During the training program, students will have the opportunity to complete a paid internship and upon successful completion of the program, OCHIN will support the student in securing a more permanent role with one of our member sites (ideally, where they’ve completed an internship), or even outside of the OCHIN network.
Q: As a trained physician yourself, why is representation in health care important to you?
When I was both a practitioner and patient myself, I remember a time where I went to see my own doctor who knew that I speak Spanish. They greeted me in Spanish, and even though I’m fully bilingual, being able to communicate in my own language automatically made me feel appreciated and relaxed. I told a fellow-practitioner colleague about this experience, and they said, “it’s not just the language that I speak, it’s the language that speaks to me.” That really resonated with me and summarized the experience. It’s an impact that is really hard to capture in a book or research, but we know it exists. From a health equity standpoint, at OCHIN we want every single patient to have an experience like that. Anything OCHIN+ can do to facilitate that through innovative workforce development, we will explore.
Q: How does OCHIN+ help promote health equity and build a more connected circle of care for local communities?
Our aim is to advance health equity community by community. There are many social determinants of health, including education and employment—once you start investing in people and creating opportunities for them to achieve their fullest potential a lot of other positive changes, including better health and more connected care, can follow.

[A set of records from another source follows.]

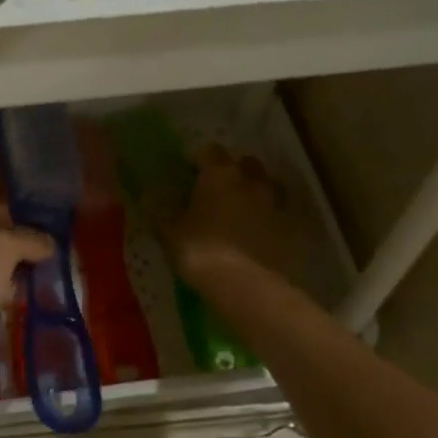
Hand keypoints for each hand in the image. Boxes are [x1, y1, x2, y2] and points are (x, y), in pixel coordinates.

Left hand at [0, 202, 53, 390]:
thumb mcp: (3, 243)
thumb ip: (28, 239)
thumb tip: (49, 243)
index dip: (4, 215)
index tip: (35, 224)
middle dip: (11, 248)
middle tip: (45, 250)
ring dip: (10, 274)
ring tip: (44, 273)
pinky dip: (5, 299)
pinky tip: (30, 298)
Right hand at [165, 145, 300, 288]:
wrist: (247, 285)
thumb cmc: (201, 250)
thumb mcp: (170, 231)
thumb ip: (160, 208)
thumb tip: (148, 192)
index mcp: (219, 174)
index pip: (210, 152)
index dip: (199, 161)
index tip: (189, 175)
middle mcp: (250, 180)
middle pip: (244, 163)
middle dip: (233, 171)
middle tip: (217, 191)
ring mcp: (274, 203)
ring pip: (265, 186)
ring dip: (253, 192)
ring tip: (238, 212)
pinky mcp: (289, 228)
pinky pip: (276, 214)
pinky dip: (267, 218)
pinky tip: (255, 233)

Increasing representation and building a diverse, multilingual workforce has a direct impact on the patient experience. When a patient has a provider who does not understand their language, background or life experiences, it creates a gap in their care. And if you add to that the complexity of being sick, feeling unwell or suffering, the issue is compounded, communication gets disrupted and trust decreases. Just by having better representation in health care, you significantly reduce those limitations. This results in more openness, better communication and better health outcomes for everyone.